Ghassan Wishah, seorang profesor sejarah dan peradaban di Universitas Islam di Gaza, mengatakan bahwa pemandangan yahudisasi mulai menunjukkan jubah putih para rabi yang mereka kenakan di halaman Al-Aqsha. Sementara terompet ditiup untuk pertama kalinya sejak pendudukan Zionis Israel atas al-Quds pada tahun 1967, yang menandai berakhirnya suatu era dan dimulainya era baru dalam keyakinan Yahudi.
“Kaum Yahudi menyungkurkan diri di halaman Masjid al-Aqsha dalam ritual sujud epik, dan salah satu dari mereka menjulurkan tangannya, dan itu bermakna bahwa ini adalah tanah dan bebatuan dari Kuil yang mereka klaim. Hal ini terjadi pada tahun 2022 M untuk pertama kalinya, dan mereka mengumumkan bahwa Al-Aqsha adalah bagian dari Kuil yang mereka kalim, artinya mereka telah mencapai sebuah tahap baru,” ujar dia.

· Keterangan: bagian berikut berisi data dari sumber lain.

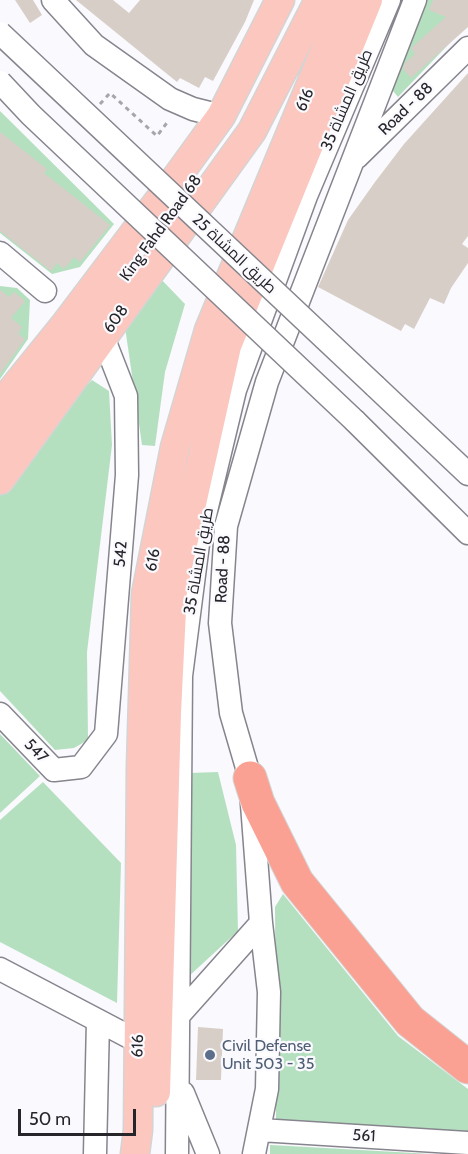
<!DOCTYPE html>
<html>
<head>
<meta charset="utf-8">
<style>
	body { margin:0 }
	#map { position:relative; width:468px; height:1154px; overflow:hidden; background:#faf9fd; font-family:Cabin,sans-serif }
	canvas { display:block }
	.scale { position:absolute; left:18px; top:1109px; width:118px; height:27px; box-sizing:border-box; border:3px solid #26262a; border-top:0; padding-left:8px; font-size:18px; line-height:21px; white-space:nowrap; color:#26262a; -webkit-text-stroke:4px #faf9fd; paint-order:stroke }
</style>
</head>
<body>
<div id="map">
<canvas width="468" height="1154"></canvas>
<div class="scale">50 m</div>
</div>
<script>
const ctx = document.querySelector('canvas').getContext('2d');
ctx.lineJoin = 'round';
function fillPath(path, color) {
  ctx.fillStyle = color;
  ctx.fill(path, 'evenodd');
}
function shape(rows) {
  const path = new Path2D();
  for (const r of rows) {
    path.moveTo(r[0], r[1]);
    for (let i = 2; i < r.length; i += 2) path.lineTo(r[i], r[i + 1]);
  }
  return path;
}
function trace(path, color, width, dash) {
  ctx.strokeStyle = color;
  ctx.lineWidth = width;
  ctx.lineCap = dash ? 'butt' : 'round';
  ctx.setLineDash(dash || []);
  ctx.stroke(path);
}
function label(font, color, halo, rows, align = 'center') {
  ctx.font = font + ' Cabin,Cairo,sans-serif';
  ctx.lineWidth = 4.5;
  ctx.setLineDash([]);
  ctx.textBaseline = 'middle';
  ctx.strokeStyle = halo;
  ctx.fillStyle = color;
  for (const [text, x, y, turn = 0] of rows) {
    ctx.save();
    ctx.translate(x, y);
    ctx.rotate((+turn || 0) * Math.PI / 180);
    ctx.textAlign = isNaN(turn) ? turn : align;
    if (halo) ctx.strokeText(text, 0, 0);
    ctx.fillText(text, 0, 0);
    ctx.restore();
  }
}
fillPath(shape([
	[425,0,468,0,468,24,398,97,389,86],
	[0,111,114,224,80,267,52,274,0,233],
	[158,276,185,304,165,372,155,446,142,445,125,327],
	[0,286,17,288,30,300,28,339,0,379],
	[92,380,109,391,112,445,87,652,88,740,74,748,55,750,0,691,0,495,63,409],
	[0,734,40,776,0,813],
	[218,772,236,845,238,931,188,977,190,773],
	[43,782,121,863,117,1003,0,942,0,820],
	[283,894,398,1036,468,1089,468,1134,276,1121,275,907],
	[270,1145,271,1145,432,1154,270,1154]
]), '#b5e0c0');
fillPath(shape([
	[15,0,33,0,42,15,30,23],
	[76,0,113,0,129,13,140,0,254,0,245,22,213,81,205,77,199,88,180,78,177,82],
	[433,0,468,0,468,27,411,78,403,69,405,63,415,54,411,48,446,17,429,10],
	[468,73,468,236,462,244,468,248,468,263,451,288,444,304,430,298,414,329,405,324,401,331,318,287,348,220,375,182,404,144],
	[0,132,47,169,44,173,110,225,80,262,74,257,64,269,57,263,51,271,0,231],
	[0,290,9,297,14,292,25,301,11,318,22,327,18,334,25,339,0,374],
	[198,1027,223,1029,221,1080,196,1080]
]), '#d7cec7');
const minor = shape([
	[53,0,94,45,170,99,193,109,221,116],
	[357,157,468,48],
	[0,253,45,291],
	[375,386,468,474],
	[355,421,468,533],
	[0,714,54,770,81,767,106,734,127,475,126,396,103,337],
	[0,969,137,1041],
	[179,1015,261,923],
	[183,1093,208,1154],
	[260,1130,468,1143],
	[95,1154,98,1021],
	[177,1154,181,676,198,544,235,390,306,196,389,0],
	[254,1154,267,1089,269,992,261,923,250,778,231,713,220,623,226,526,267,382,415,0]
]);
const major = shape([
	[0,405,64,326,179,174,221,116,280,0],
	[0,442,79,334,115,292],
	[0,480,252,131,319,0],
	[156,1092,167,713,173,589,227,346,368,0],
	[135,1154,138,1130,141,767,146,594,175,447,209,330,346,0]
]);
const highway = shape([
	[250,778,258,803,297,882,410,1021,468,1067]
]);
trace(minor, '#86858e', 25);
trace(major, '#d4d4d4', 31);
trace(highway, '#d4d4d4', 35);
trace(shape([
	[100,104,110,93,157,136,169,120]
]), '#a7a6aa', 3, [4.5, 4.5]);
trace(minor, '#fff', 22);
trace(major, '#fcc7be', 28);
trace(highway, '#faa193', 33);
const minorBridge = shape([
	[0,33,375,386],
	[0,82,31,115,355,421]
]);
trace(minorBridge, '#86858e', 25, []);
trace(minorBridge, '#fff', 22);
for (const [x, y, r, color] of [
	[210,1055,6,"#5c6f8a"]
]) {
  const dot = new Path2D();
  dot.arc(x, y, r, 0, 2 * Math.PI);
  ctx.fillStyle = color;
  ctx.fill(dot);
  trace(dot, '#faf9fd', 2);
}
label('16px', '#26262a', '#faf9fd', [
	["616",305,100,-67],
	["طريق المشاة 35",347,100,-67],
	["Road - 88",406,109,-44],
	["King Fahd Road 68",161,228,-54],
	["طريق المشاة 25",234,254,43],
	["608",116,319,-54],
	["542",121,554,-85],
	["616",153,560,-79],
	["طريق المشاة 35",199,561,-80],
	["Road - 88",223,569,-87],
	["547",36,751,46],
	["616",138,1046,-88],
	["561",364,1136,3]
]);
label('16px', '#4e5e75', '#faf9fd', [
	["Civil Defense",222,1046],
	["Unit 503 - 35",222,1064]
], 'left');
</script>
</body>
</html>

Pada 2022, penjajah Zionis Israel dan para ekstremisnya tidak hanya berbicara tentang pembagian Masjid al-Aqsha secara tempat dan waktu seperti yang dilakukan di Masjid Ibrahimi di Hebron, tetapi mulai berbicara bahwa tanah Baitul Maqdis adalah bagian dari Kuil yang mereka klaim, untuk membenarkan praktik ibadah dan sujud epik atas tanahnya.
Penjajah Zionis Israel dengan sengaja mengatur dan melindungi penyerbuan melalui Gerbang Mughrabi (pintu barat masjid) dan keluar melalui Gerbang Silsilah dan al-Rahmat. Dr.Wishah membaca hal itu adalah perintah yang disengaja untuk mendirikan tempat ibadah Yahudi dalam beberapa hari mendatang di daerah tersebut.
Tim Investigasi PBB pada 1930, setelah Revolusi Al-Buraq, membuktikan bahwa seluruh fasilitas Masjid al-Aqsha adalah murni tempat suci dan peninggalan Islam, tetapi rencana Zionis yang meningkat sekarang ini mengintensifkan pencurian identitas dan warisan Islam.